Coming up the hill, it would pass between two dead pine trees, before being exposed—and that’s what happened. As the black mass appeared just over the hill, and went between the trees, I cocked the hammer. That’s when Leonard whispered, “Hit him when he steps out, he’s a good one.” Stepping out of the foliage at a sharp angle toward me, and thus exposing its midsection, the bruin looked at, or through, me. It, literally, filled the scope. With the crosshair on the front edge of the shoulder, I pulled the trigger. At the shot the bear cringed, obviously taking the full force of the .35-cal., 200-gr. Core-Lokt PSP, but it still lunged forward up the hill—thankfully not at me!

Immediately I lowered the rifle and, as practiced, though not at level of urgency, pulled empty case out. As fast as I was, at five yds. there’s no room for error, so as the new round entered the chamber, Leonard delivered a back-up shot with his .375 H&H Mag.-chambered Remington Model 700. The 300-gr. Nosler Partition, as loaded by Federal Premium, sealed the deal. The bear crumpled, rolling downhill, then lay motionless.

        Carter Bear

Seemingly surreal, in my mind I replayed what just happened, until a pat on the back and handshake from Leonard refocused my attention. I can only imagine the adrenaline rush and experience of a true dangerous-game hunt. He congratulated me, but I couldn’t thank him enough.

Walking back to the shoreline, we radioed the Shannon and the Schearers, then, looking down the steep embankment, discovered the source of a stinky odor—a half rotten cow moose carcass that has washed ashore. It has obviously been dead for some time. As it turned out, the bear we originally stalked had obviously claimed the carcass as his own—and the abundance of scars on my bear proved it. When the larger bear left the carcass, as we stalked it, my bear, which Leonard said was 6-ft. plus and 300-350 lbs., snuck in to grab a quick bite and run off; hence the reason for the area Leonard point out smelling bad. We happened to be in the right place at the right time.

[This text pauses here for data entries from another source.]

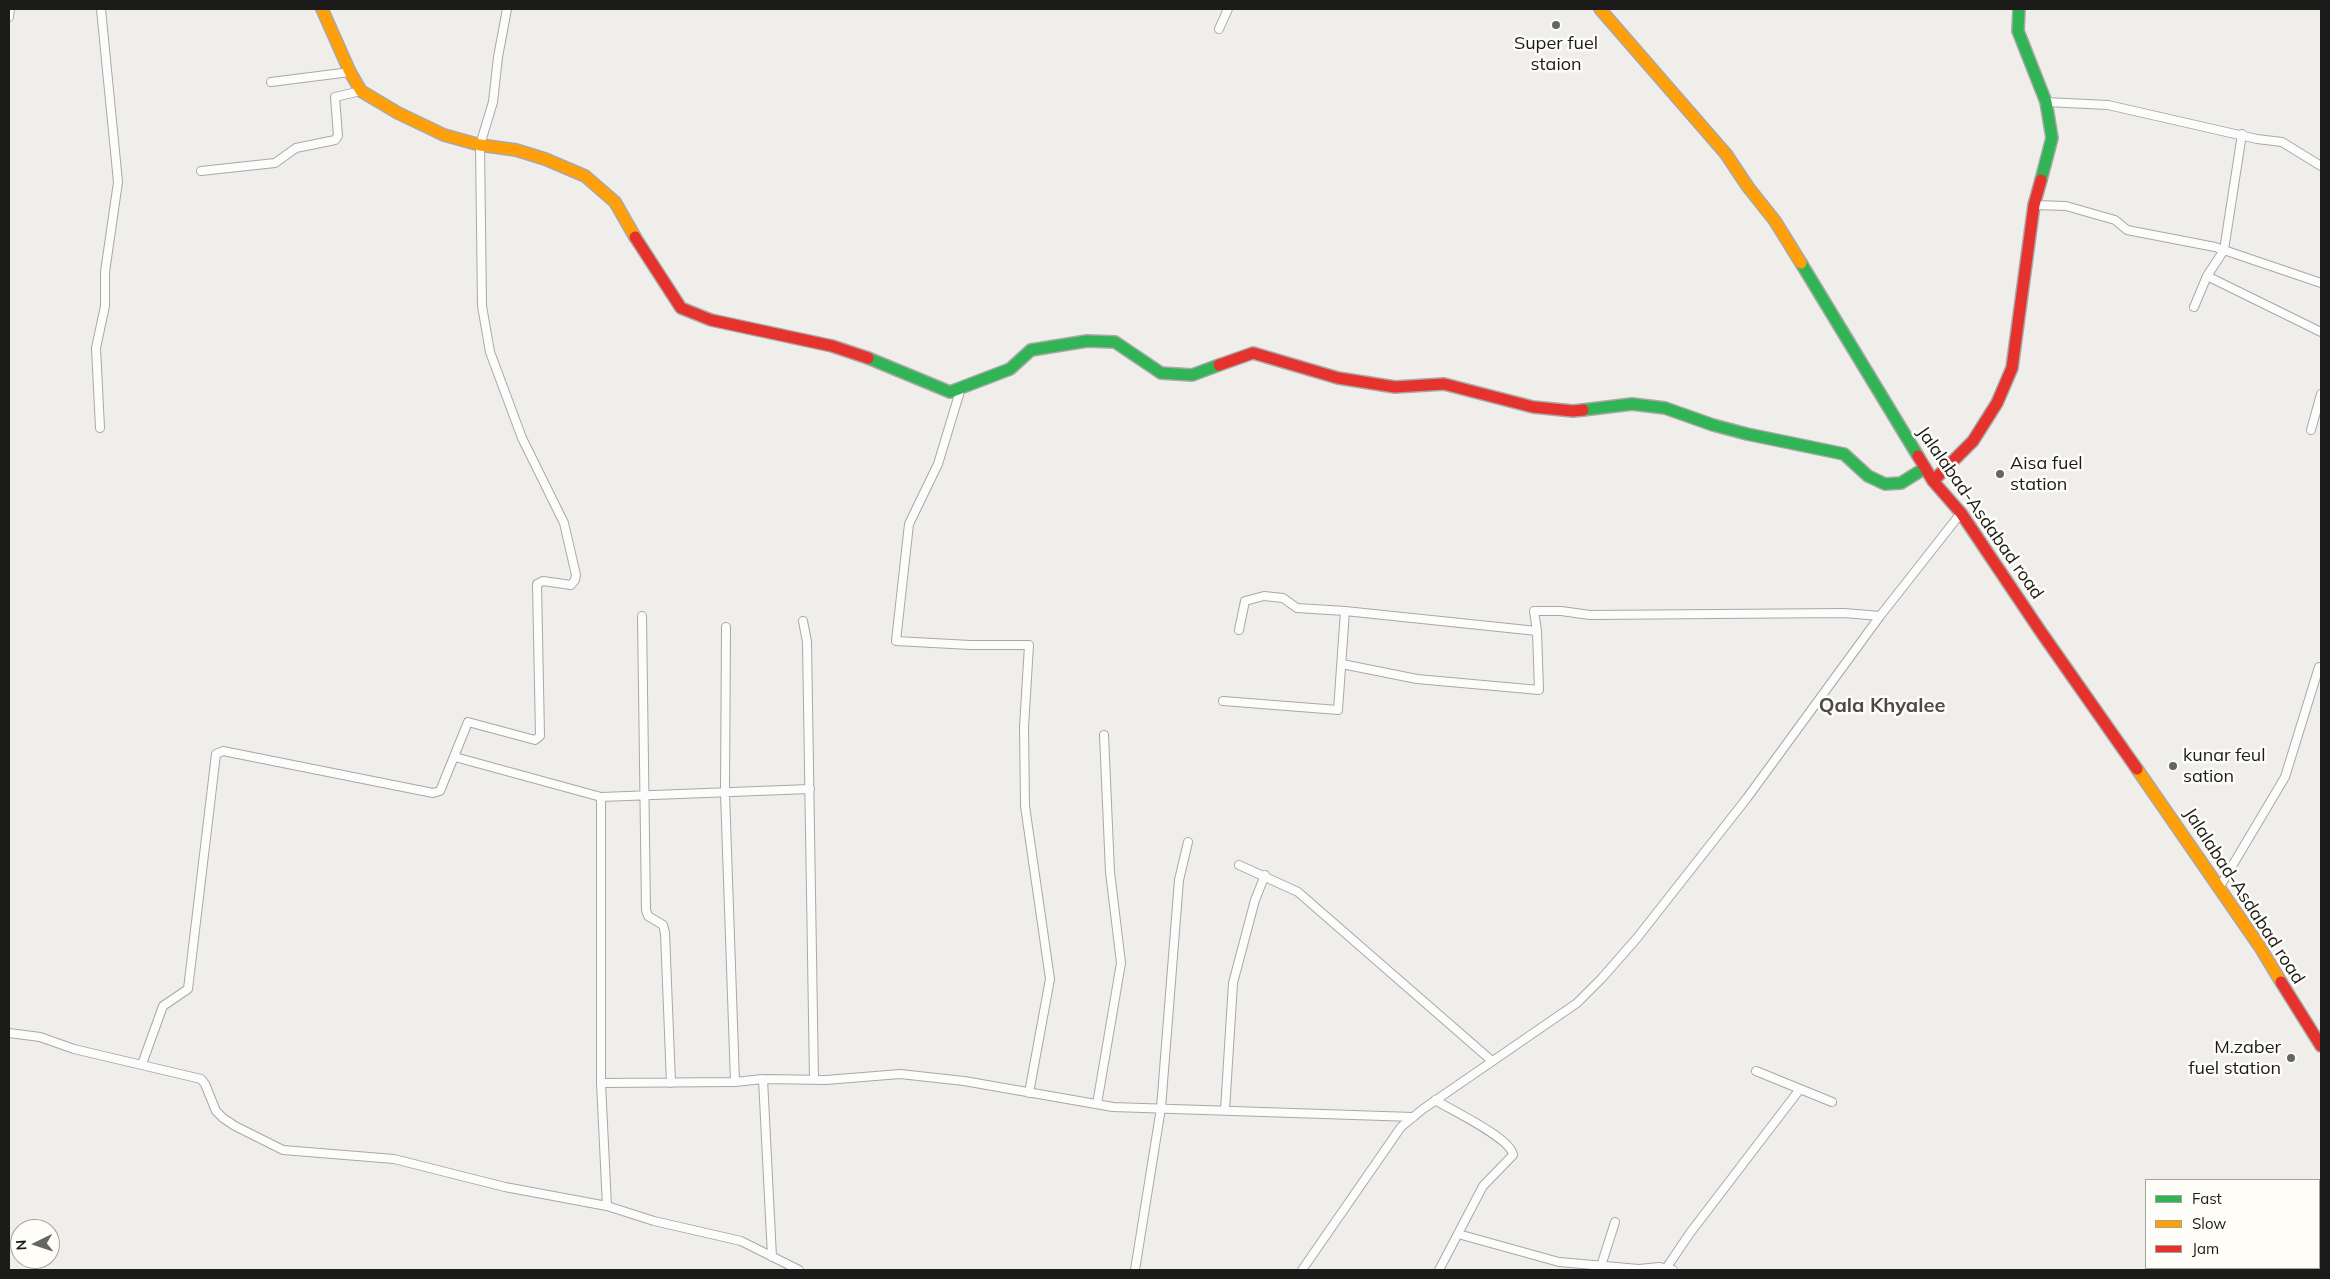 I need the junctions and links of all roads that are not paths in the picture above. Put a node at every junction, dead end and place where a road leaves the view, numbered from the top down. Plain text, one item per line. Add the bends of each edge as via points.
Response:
1 (10, 9) edge
2 (101, 9) edge
3 (322, 9) edge
4 (507, 9) edge
5 (1228, 9) edge
6 (1600, 9) edge
7 (2019, 9) edge
8 (9, 17) edge
9 (1219, 29) dead end
10 (350, 72) junction
11 (271, 82) dead end
12 (361, 91) junction
13 (2046, 102) junction
14 (2242, 134) junction
15 (480, 144) junction
16 (2321, 166) edge
17 (202, 171) dead end
18 (2034, 205) junction
19 (2224, 250) junction
20 (2206, 276) junction
21 (2321, 283) edge
22 (2194, 307) dead end
23 (2321, 332) edge
24 (961, 388) junction
25 (2321, 394) edge
26 (100, 428) dead end
27 (2311, 430) dead end
28 (1925, 468) junction
29 (1933, 482) junction
30 (1961, 513) junction
31 (1345, 611) junction
32 (642, 616) dead end
33 (1880, 616) junction
34 (803, 621) dead end
35 (726, 627) dead end
36 (1239, 630) dead end
37 (1537, 631) junction
38 (1342, 664) junction
39 (2319, 666) dead end
40 (1223, 701) dead end
41 (1104, 735) dead end
42 (455, 758) junction
43 (810, 789) junction
44 (725, 793) junction
45 (644, 795) junction
46 (600, 797) junction
47 (1188, 842) dead end
48 (1239, 865) dead end
49 (1265, 875) junction
50 (2220, 888) junction
51 (9, 1034) edge
52 (2321, 1046) edge
53 (1492, 1061) junction
54 (142, 1064) junction
55 (1756, 1071) dead end
56 (763, 1079) junction
57 (814, 1080) junction
58 (735, 1082) junction
59 (601, 1083) junction
60 (671, 1083) junction
61 (1800, 1089) junction
62 (1029, 1093) junction
63 (1435, 1100) junction
64 (1832, 1102) dead end
65 (1097, 1104) junction
66 (1161, 1108) junction
67 (1225, 1110) junction
68 (1413, 1117) junction
69 (606, 1206) junction
70 (1615, 1222) dead end
71 (1458, 1234) junction
72 (772, 1257) junction
73 (1601, 1266) junction
74 (1670, 1269) edge
75 (799, 1270) edge
76 (1135, 1270) edge
77 (1302, 1270) edge
78 (1440, 1270) edge

1 - 8 street
2 - 26 street via 118,182 104,272 105,306 96,348
3 - 10 street
4 - 15 street via 493,102
5 - 9 street
6 - 28 street, Jalalabad-Asdabad road via 1726,154 1775,221
7 - 13 street via 2018,31
10 - 11 street
10 - 12 street
12 - 15 street via 444,135
12 - 17 street via 334,97 338,136 335,140 296,148 275,163
13 - 14 street via 2108,105
13 - 18 street via 2052,138
14 - 16 street via 2282,142
14 - 19 street
15 - 24 street via 530,154 585,176 615,202 650,263 681,308 711,320 832,346 875,360 950,392
15 - 42 street via 482,306 490,352 522,438 564,523 576,575 571,585 543,581 537,584 540,736 535,740 468,722
18 - 19 street via 2066,206 2115,220 2127,230
18 - 29 street via 2012,368 1997,403 1973,441
19 - 20 street
19 - 21 street
20 - 22 street
20 - 23 street
24 - 28 street via 1010,369 1032,350 1087,341 1115,342 1161,373 1192,375 1253,353 1338,378 1395,387 1444,384 1533,406 1573,411 1632,404 1665,408 1747,434 1844,454 1868,476 1885,484 1901,483
24 - 62 street via 938,464 909,524 896,641 1029,645 1024,727 1025,806 1050,979
25 - 27 street
28 - 29 street, Jalalabad-Asdabad road
29 - 30 street, Jalalabad-Asdabad road
30 - 33 street
30 - 50 street, Jalalabad-Asdabad road
31 - 36 street via 1296,608 1283,598 1264,596 1245,601
31 - 37 street
31 - 38 street
32 - 45 street
33 - 37 street via 1844,613 1590,615 1534,612
33 - 53 street via 1747,798 1631,945 1577,1002
34 - 43 street via 807,642
35 - 44 street
37 - 38 street via 1539,690 1417,679
38 - 40 street via 1338,710
39 - 50 street via 2285,777
41 - 65 street via 1110,872 1121,964
42 - 46 street
42 - 54 street via 440,791 433,793 223,751 216,754 188,989 162,1006
43 - 44 street
43 - 57 street
44 - 45 street
44 - 58 street
45 - 46 street
45 - 60 street via 646,910 648,916 663,925 665,933
46 - 59 street
47 - 66 street via 1178,880
48 - 49 street
49 - 53 street via 1298,892
49 - 67 street via 1233,983
50 - 52 street, Jalalabad-Asdabad road
51 - 54 street via 40,1037 74,1049
53 - 63 street
54 - 69 street via 201,1079 222,1118 284,1150 394,1159 506,1187
55 - 61 street
56 - 57 street
56 - 58 street
56 - 72 street
57 - 62 street via 900,1074
58 - 60 street
59 - 60 street
59 - 69 street
61 - 64 street
61 - 74 street via 1690,1233
62 - 65 street
63 - 68 street
63 - 71 street via 1497,1137 1513,1155 1483,1186
65 - 66 street
66 - 67 street
66 - 76 street
67 - 68 street
68 - 77 street via 1401,1126
69 - 72 street via 654,1221 742,1241
70 - 73 street
71 - 73 street via 1541,1258
71 - 78 street
72 - 75 street
73 - 74 street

With the tag notched, and Chad Schearer’s and Shanon’s help, we moved the bear to the shore’s edge for photographs. After a photo session, I switched places with Chad and Marsha, and Shannon, the Shearer boys and I fished while the elder Schearers hunted with Leonard Trolling the lake, we caught numerous 1-lb.-plus rainbow trout, and an above-average one served as an appetizer for dinner. I also saw a bald eagle while fishing—what a sight!

Reflecting on today’s events, the bruin I killed wasn’t the one we saw on the shoreline; however, that said, I wouldn’t trade this experience for even the largest black bear. It also taught me that no matter what you expect, be prepared for the worst, as the bear soaked up the energy delivered by the .35 Whelen and, although a lethal shot, it kept going. Had it “kept going” in my direction, things could have gotten ugly pretty quickly, which leads me to my next point—having a knowledgeable guide. With his razor-sharp instincts, Leonard understood the situation could turn for the worst and took action. I appreciate his decision. Lastly, know the limitations of your equipment, and prepare accordingly.

With my black bear tag filled, I’m now faced with a tough decision. With a pressing magazine deadline, can I afford to be out of the office longer than necessary? Should I stay or return home? In the morning, I’ll have to make that decision. Regardless, I must say, this has proven my most “adventurous” hunt yet.